= Task item =
Lines containing the word "that" are to be copied from the data below.

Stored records

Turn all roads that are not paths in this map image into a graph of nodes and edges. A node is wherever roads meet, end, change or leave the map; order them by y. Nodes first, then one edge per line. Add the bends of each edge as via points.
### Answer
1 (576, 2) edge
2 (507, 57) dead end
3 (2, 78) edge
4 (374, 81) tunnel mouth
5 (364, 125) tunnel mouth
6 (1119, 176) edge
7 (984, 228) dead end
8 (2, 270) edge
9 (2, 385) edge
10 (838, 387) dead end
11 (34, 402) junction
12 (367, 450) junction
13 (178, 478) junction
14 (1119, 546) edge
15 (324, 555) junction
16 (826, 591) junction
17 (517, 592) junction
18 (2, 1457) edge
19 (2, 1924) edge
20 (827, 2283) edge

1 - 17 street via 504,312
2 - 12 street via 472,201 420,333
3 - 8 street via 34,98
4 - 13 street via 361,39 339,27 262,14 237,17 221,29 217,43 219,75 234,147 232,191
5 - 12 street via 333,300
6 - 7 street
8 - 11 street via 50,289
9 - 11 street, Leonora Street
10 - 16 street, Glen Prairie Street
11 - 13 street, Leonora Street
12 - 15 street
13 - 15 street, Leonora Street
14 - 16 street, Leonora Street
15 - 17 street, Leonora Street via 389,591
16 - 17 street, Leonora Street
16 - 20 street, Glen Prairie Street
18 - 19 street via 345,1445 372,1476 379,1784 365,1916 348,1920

* * *

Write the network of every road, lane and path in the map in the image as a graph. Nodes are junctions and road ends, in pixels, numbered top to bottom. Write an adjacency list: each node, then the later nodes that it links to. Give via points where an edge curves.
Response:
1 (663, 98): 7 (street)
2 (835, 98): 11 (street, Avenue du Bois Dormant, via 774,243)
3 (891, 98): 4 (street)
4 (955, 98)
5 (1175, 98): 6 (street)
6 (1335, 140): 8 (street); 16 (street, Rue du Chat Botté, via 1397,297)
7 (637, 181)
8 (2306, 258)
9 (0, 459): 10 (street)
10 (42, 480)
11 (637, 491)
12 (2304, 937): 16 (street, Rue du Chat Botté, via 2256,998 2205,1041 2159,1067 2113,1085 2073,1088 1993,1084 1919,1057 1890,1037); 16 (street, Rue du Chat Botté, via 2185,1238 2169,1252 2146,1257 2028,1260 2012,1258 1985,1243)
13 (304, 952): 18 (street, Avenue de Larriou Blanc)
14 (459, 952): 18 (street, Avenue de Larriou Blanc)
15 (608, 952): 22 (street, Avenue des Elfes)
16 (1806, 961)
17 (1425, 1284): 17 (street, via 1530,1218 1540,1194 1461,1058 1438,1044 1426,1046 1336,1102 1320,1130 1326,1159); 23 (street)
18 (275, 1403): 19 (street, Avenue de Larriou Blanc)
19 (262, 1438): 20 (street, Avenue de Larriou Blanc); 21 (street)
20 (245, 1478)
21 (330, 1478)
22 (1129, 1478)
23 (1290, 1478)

==

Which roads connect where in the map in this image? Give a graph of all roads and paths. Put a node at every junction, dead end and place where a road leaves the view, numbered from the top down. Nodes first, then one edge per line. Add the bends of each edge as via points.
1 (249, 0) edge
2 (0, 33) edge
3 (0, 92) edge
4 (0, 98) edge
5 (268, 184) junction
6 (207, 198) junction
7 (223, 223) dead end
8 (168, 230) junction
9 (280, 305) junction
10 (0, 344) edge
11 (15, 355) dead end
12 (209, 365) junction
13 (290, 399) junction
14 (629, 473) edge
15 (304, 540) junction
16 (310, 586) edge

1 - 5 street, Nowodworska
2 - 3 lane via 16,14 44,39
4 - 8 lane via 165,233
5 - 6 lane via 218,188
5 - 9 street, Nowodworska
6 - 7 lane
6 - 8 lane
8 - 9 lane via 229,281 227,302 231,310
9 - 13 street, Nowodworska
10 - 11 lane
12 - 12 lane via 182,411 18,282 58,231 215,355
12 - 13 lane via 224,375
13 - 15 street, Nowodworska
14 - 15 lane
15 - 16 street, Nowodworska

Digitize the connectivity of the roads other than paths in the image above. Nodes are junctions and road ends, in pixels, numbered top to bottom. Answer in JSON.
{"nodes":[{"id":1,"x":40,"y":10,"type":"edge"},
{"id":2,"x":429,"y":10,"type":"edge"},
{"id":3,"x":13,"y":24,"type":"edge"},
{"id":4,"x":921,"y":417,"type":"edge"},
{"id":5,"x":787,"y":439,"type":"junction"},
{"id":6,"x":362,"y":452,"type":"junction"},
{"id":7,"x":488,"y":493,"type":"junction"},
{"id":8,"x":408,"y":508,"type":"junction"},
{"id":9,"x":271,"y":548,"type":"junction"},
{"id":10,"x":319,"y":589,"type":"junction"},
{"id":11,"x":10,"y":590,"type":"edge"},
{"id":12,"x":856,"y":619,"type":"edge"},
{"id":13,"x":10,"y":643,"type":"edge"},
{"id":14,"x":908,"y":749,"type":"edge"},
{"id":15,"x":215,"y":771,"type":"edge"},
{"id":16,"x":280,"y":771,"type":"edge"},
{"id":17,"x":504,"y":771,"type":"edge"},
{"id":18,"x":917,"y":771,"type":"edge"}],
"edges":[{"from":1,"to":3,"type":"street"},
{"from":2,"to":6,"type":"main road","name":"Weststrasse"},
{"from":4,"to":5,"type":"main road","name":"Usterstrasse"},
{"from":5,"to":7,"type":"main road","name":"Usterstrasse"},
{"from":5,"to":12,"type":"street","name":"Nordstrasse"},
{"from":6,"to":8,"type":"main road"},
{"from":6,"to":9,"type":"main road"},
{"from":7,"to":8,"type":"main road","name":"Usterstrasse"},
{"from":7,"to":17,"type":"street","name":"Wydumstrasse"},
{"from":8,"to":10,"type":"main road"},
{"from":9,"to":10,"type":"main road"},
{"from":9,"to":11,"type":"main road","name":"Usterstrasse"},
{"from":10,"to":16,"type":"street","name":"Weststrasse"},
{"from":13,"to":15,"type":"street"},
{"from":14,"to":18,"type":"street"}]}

= Answer to the problem =
Turn all roads that are not paths in this map image into a graph of nodes and edges. A node is wherever roads meet, end, change or leave the map; order them by y. Nodes first, then one edge per line. Add the bends of each edge as via points.
Write the network of every road, lane and path in the map in the image as a graph. Nodes are junctions and road ends, in pixels, numbered top to bottom. Write an adjacency list: each node, then the later nodes that it links to. Give via points where an edge curves.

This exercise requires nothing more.